Мисс Мэтфилд перехватила презрительный взгляд сидевшей против нее мисс Морисон, серые глаза которой также обладали «даром слова» и весьма красноречиво говорили, что эта Снэйрсбрук — удивительно противная особа.
— Ну, а я от своей работы не в восторге, но не могу сказать, чтобы мне так уж сильно хотелось поменяться с кем-нибудь из вас, — сказала мисс Мэтфилд. — Все наши службы — порядочная дрянь, и в этом-то все горе. Никому из нас не дают возможности делать в жизни какое-нибудь настоящее, важное дело. Мы занимаемся дурацкой, мелкой, механической работой. Будь мы мужчины, мы бы делали что-нибудь настоящее. А женщине разве дадут дорогу? Только болтают разную чепуху о женском равноправии. А на самом деле мужчины отлично знают, кому достаются все хорошие места. И мы тоже это знаем.
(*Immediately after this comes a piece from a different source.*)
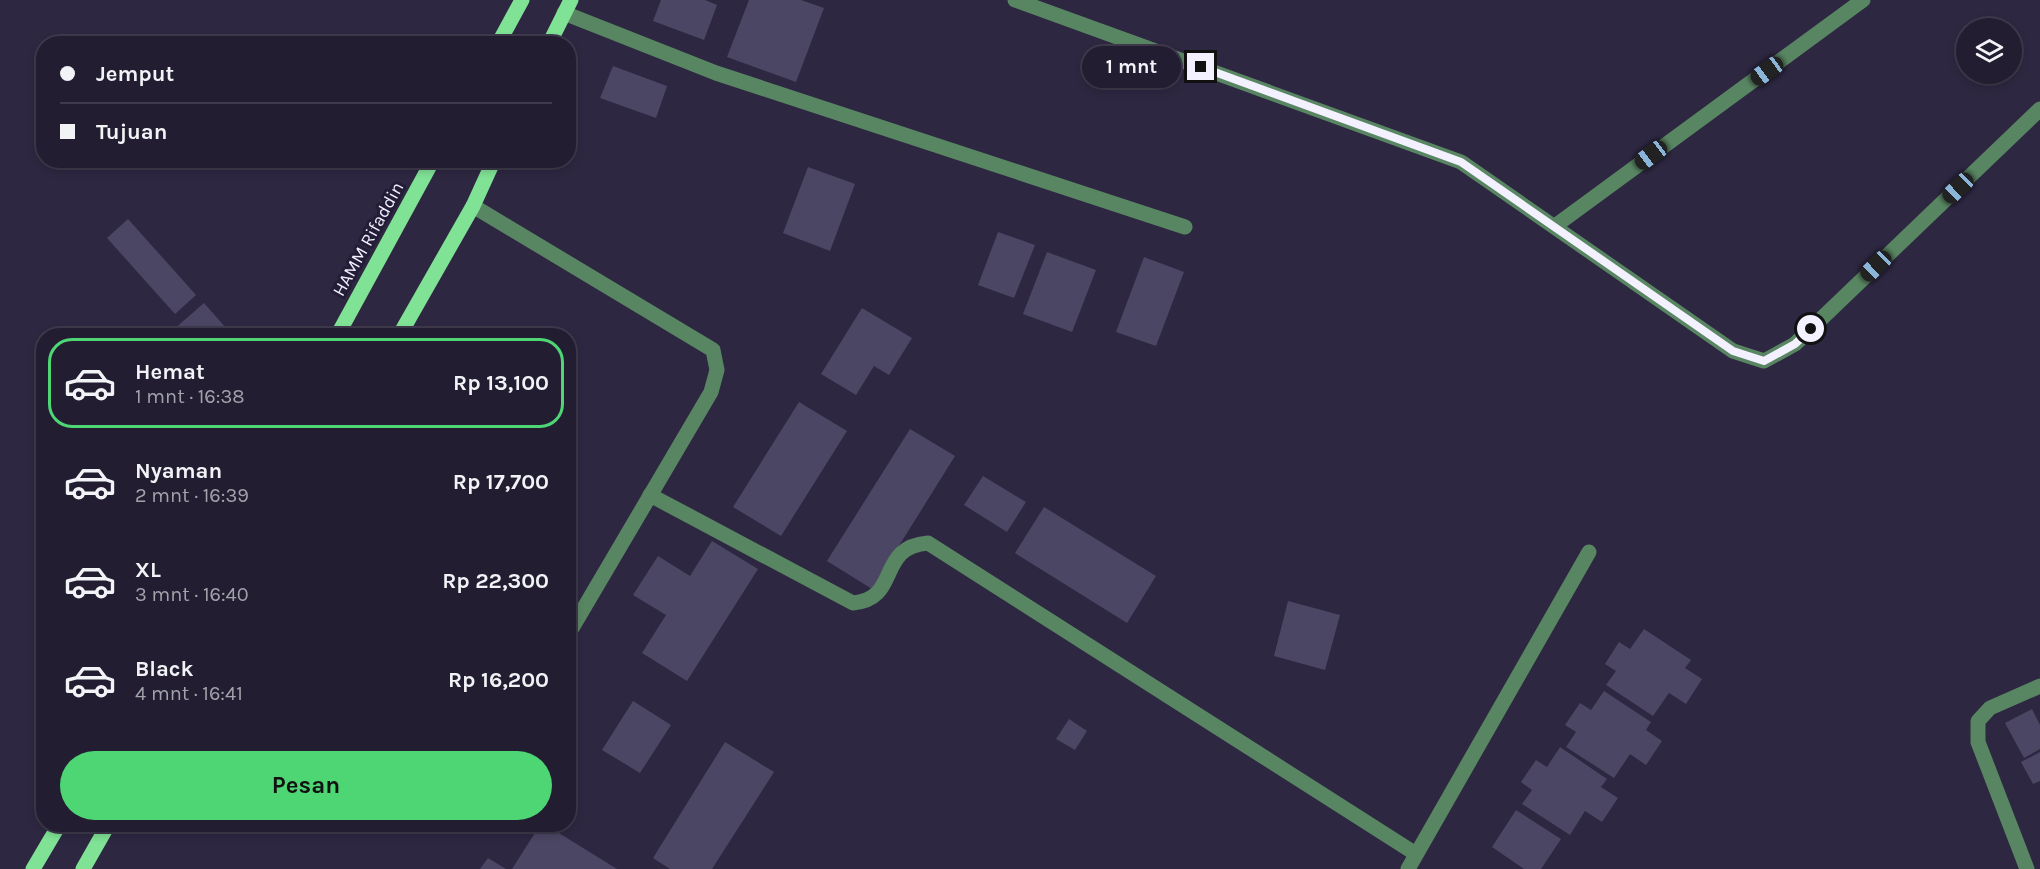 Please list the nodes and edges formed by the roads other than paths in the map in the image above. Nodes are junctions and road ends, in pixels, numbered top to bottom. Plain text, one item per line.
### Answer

— Вот это истинная правда, мисс Мэтфилд, — подхватила мисс Снэйрсбрук, открывая разом все шлюзы сочувствия и симпатии. — И я нахожу, что это особенно несправедливо по отношению к вам. Женщина с таким сильным характером, как у вас, имеет право занимать важный и ответственный пост. Да, нам предстоит долгий путь. Мужчины всё еще не дают женщинам дороги, хотят, чтобы мы занимали низшее положение. А как они с нами обращаются! Какие вещи мне приходилось выслушивать от этих киношников! — Она вздохнула и включила свои фары.
— Да, я знаю, что они — народ грубый и непокладистый, — весело заметила Кэдди. — Но это-то и делает их занятными. С мужчинами легче иметь дело, а женщины бывают ужасны! У нас в «Лотосе» есть несколько таких злющих старых кошек. Они вечно лезут ко мне, суют свои длинные носы в мои дела и распространяют самые чудовищные сплетни. Нет, мне подавайте мужчин! Жаль, что их нет в нашем клубе.
— Мисс Кэднем, вы, конечно, шутите, — укоризненно остановила ее мисс Снэйрсбрук.
— Нет, она не шутит, и я с ней согласна, — вмешалась мисс Морисон, сразу выходя из своей презрительной апатии. — И вы тоже будете жалеть о том, что их здесь нет, когда проживете в Бэрпенфилде столько времени, сколько мы. Я лично не такая уж любительница мужчин, большинство из них, насколько я знаю, — порядочная дрянь, но если бы здесь поселить несколько человек, это внесло бы приятное разнообразие. Те, которые приходят сюда в гости, почти все безнадежно скучны. А все-таки я люблю, когда они обедают вместе с нами, делая вид, что им не противна та гадость, которой нас кормят. Здесь слишком много женщин. Слишком много сентиментальной глупости и нытья. Слишком много пудры, губной помады, кольдкрема. Слишком много чулок и шелковых джемперов, термосов и ночных туфель. Слишком много дурацкой суеты, истерического веселья, хныканья и чувствительных излияний. Когда я слышу на лестнице тяжелые шаги мужчины или вижу, что в гостиной усаживается какой-нибудь солидный, толстый дядя, я прихожу в восторг, хотя бы это было форменное пугало, все равно. Слишком много женщин вокруг. Это убийственно!